We met together that next week to brainstorm. I poured over my writer’s notebook for a short form idea we could develop. We were on the same page from square one. Whatever our thesis was, it had to have a life after college. In our minds, that left us two options: a short film that could be adapted into a feature film. Or a series.
We ticked through a handful of ideas before we landed on After Oil.
“I’ve had this idea,” I told Jess, “of writing a series, like a webseries, that takes place in Appalachia. And I had the idea recently that it could take place during an oil crisis. And be about these kids who are, like, running an underground bicycle market.”
From there, the idea took off. A character started taking shape, a young woman who lived in a small mountain town, a leader of a troupe of kids, all struggling to keep their families and their town afloat in the aftermath of a global oil crisis. I felt straightaway that our character, Briar, had a girlfriend who she was running this bicycle gang with. But ironically, it was some time before both Jess and I even realized that we were both bisexual. Then it kind of seemed obvious. Briar was bi too.
Shooting the pilot for After Oil was going to be a massive undertaking, plus my first time ever co-directing, and I needed to stay focused.
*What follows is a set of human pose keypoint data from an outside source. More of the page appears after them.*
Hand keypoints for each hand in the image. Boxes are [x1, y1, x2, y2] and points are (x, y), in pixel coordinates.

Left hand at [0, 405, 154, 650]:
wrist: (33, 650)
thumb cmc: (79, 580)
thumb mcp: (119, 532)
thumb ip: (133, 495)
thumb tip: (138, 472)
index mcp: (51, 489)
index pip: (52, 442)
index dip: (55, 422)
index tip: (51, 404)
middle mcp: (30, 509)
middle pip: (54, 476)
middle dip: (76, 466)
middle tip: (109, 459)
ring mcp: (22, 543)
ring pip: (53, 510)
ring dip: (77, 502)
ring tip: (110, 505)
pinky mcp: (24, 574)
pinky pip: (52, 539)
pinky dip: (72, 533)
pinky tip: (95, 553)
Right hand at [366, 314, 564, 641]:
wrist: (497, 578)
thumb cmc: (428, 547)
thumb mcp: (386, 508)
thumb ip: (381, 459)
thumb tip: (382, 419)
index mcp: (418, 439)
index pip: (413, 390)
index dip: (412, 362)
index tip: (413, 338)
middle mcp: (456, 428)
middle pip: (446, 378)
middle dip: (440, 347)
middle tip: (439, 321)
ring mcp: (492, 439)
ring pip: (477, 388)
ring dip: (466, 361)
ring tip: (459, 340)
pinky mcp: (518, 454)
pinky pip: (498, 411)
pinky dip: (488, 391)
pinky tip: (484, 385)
Though thesis for screenwriters is typically reserved for feature films, writing the first five episodes of After Oil seemed like the smart thing to do. Jess and I met several times to flesh out the entire first season – all ten episodes – and to really fill out our main characters. Meanwhile, we workshopped the pilot script and cracked down on pre-production.
Writing can normally be such an isolating process. But it doesn’t have to be. After all, every other facet of filmmaking is a collaboration, and screenwriting doesn’t need to be removed from that process. I had no fear of faltering in writing the After Oil episodes. I always knew, diving into a new episode, that I had Jess to call up and bounce new ideas off of – a collaborator who knew these characters as intimately as I did, and yet with a much more objective perspective on the story than I, the writer, often did.
If I have any takeaway from writing the first half of the After Oil season, it’s that if you have the chance to collaborate another writer, you need to take it. Even as just critique partners. Maybe a writing partner isn’t the right thing for you. But in my experience, partnering with a director who is as invested in your work as you are in theirs is the best thing that you could do for your writing. Art doesn’t come from a vacuum, and neither should your screenplay.
I want to give yet another huge thanks to Joan Brooker, the entire screenwriting department, the Dusty team, and of course, my thesis partner Jessica Naftaly. Receiving the Award for Outstanding Achievement in Screenwriting has been an incredible honor, but it certainly wasn’t accomplished alone. Thank you for making my journey as a screenwriter a little less lonely.